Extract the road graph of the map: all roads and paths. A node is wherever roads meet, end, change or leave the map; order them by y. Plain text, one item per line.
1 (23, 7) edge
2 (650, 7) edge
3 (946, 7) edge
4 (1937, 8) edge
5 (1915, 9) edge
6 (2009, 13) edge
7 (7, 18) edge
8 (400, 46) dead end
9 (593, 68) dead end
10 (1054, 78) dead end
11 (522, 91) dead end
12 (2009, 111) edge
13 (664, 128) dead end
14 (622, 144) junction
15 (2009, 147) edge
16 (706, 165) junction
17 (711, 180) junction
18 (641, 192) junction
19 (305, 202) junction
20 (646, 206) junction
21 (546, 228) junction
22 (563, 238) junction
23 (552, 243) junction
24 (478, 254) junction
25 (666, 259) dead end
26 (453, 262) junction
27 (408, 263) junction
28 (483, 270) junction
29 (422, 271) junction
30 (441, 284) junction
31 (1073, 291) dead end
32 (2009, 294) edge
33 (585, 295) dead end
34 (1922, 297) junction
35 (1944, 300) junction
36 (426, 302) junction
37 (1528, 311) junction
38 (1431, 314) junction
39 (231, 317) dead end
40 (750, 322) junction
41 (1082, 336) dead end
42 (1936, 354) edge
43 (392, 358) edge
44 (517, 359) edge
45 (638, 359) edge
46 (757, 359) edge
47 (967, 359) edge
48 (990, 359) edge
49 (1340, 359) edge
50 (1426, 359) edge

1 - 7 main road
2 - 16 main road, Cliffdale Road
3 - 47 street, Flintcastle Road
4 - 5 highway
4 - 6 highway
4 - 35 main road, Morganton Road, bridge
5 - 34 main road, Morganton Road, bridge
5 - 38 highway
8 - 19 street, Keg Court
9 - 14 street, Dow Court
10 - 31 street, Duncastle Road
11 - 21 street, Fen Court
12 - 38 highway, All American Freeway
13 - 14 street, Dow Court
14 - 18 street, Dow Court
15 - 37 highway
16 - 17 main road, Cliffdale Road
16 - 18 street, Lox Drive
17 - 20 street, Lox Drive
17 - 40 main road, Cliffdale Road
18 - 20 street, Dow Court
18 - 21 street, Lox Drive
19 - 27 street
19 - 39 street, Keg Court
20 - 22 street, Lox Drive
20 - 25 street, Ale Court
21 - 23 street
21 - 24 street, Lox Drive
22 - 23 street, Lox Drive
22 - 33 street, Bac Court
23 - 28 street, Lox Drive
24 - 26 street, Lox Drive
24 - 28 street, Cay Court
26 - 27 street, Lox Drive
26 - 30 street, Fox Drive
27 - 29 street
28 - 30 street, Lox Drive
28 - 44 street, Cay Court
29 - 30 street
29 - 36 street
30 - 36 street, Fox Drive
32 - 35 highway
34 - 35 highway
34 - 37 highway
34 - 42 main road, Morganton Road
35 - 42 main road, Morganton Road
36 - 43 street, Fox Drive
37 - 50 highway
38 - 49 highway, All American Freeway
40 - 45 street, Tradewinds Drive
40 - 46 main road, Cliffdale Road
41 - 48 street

§ §

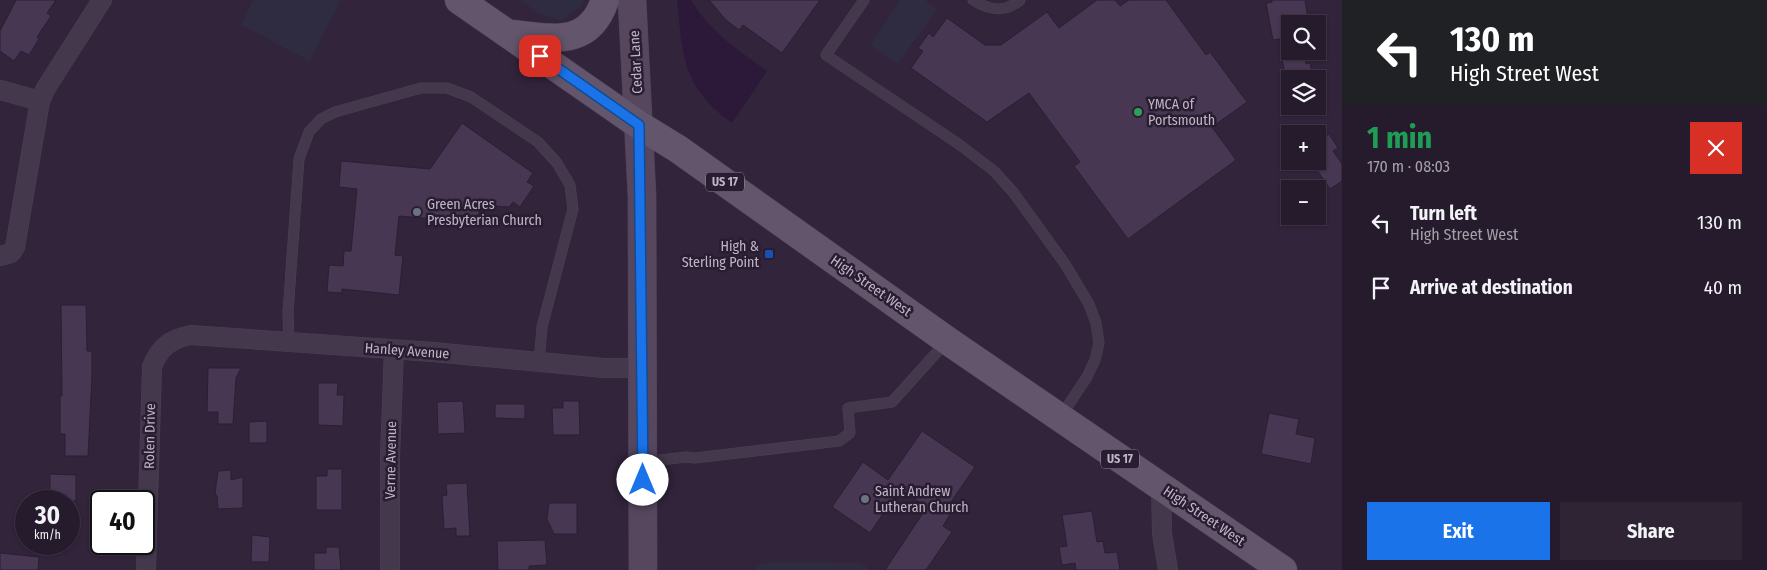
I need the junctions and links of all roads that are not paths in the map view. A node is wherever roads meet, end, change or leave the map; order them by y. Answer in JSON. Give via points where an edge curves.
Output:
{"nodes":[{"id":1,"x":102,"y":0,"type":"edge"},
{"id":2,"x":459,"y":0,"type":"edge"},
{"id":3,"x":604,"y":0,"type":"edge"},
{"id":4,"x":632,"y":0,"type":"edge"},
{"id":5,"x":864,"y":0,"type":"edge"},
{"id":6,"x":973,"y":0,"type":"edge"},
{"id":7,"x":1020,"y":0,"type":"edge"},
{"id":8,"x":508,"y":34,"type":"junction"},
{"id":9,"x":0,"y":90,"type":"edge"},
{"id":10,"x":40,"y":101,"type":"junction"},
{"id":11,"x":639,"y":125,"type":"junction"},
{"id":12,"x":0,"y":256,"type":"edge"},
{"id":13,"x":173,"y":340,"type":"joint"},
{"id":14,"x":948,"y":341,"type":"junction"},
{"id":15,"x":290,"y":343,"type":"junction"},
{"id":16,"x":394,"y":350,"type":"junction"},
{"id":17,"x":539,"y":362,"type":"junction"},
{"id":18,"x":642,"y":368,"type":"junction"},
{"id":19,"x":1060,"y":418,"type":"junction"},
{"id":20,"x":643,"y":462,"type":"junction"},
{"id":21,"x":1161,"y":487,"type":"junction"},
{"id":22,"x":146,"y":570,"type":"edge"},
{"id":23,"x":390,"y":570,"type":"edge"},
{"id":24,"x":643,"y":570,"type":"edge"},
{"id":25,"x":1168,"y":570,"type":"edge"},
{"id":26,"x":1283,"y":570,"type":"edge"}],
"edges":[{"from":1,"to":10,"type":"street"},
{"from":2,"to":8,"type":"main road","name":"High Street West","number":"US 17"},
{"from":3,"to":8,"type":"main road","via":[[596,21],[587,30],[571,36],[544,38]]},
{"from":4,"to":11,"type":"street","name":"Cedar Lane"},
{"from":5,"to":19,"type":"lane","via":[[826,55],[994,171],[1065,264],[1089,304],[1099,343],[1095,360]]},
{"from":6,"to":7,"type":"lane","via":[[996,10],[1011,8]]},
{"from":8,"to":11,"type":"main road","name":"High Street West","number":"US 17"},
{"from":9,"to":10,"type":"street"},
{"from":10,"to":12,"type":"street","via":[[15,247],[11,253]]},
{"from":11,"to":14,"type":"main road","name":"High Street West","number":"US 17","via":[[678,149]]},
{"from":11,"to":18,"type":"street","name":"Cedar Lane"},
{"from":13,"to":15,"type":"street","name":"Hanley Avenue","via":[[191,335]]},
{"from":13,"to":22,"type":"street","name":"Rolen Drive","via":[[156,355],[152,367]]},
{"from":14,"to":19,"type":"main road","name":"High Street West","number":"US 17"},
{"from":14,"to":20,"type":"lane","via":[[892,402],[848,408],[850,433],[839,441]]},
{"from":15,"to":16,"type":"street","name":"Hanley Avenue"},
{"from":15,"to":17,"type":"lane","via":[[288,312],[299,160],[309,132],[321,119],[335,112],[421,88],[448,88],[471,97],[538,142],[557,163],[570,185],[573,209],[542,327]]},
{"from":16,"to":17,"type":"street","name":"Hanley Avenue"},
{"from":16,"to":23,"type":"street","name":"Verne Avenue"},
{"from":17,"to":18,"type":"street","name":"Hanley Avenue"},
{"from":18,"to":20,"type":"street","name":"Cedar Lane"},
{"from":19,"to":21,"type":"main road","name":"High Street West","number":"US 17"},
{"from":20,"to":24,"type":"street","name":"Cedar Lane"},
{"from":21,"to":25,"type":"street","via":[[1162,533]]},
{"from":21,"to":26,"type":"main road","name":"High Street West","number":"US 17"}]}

§ §

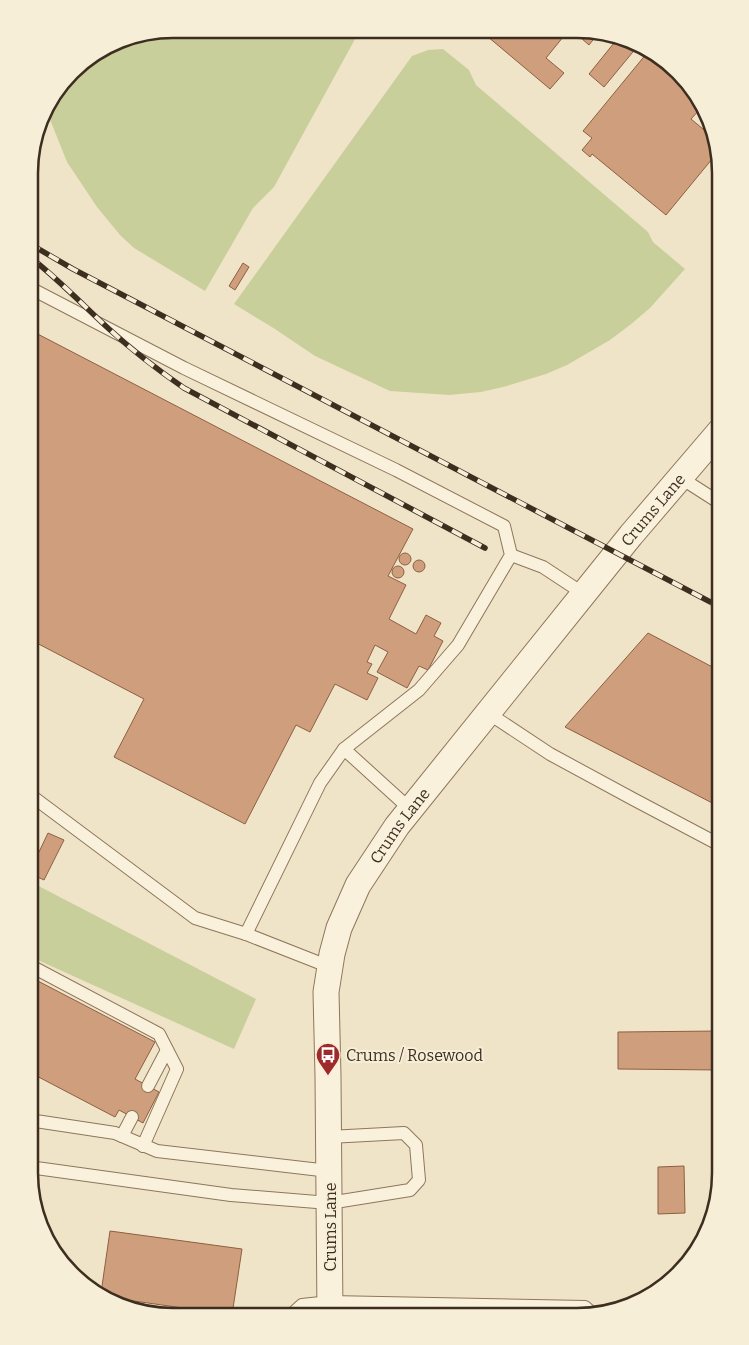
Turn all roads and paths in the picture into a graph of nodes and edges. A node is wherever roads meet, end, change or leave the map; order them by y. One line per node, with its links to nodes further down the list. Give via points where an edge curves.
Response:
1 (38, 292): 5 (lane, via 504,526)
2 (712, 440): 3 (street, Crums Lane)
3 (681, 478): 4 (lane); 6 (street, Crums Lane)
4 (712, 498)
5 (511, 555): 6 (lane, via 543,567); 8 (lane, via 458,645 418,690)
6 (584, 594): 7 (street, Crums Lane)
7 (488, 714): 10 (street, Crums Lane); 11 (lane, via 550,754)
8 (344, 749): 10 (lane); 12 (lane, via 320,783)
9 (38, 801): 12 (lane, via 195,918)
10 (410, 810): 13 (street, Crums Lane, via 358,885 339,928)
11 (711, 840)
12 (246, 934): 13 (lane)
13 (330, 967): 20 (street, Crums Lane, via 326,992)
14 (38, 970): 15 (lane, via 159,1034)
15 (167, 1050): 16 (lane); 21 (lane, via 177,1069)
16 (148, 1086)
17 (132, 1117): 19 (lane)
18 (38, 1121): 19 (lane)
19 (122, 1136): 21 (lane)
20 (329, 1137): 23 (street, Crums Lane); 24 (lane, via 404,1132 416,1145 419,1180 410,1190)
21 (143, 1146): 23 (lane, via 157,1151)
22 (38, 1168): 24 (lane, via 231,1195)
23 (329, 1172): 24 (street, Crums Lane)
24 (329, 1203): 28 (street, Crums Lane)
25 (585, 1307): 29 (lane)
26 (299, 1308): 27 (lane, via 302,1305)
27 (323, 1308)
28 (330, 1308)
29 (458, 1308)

§ §

▸ PROBLEM:
Within the listing above, copy each line that has the string "curves".

▸ EXERCISE OUTPUT:
I need the junctions and links of all roads that are not paths in the map view. A node is wherever roads meet, end, change or leave the map; order them by y. Answer in JSON. Give via points where an edge curves.
Turn all roads and paths in the picture into a graph of nodes and edges. A node is wherever roads meet, end, change or leave the map; order them by y. One line per node, with its links to nodes further down the list. Give via points where an edge curves.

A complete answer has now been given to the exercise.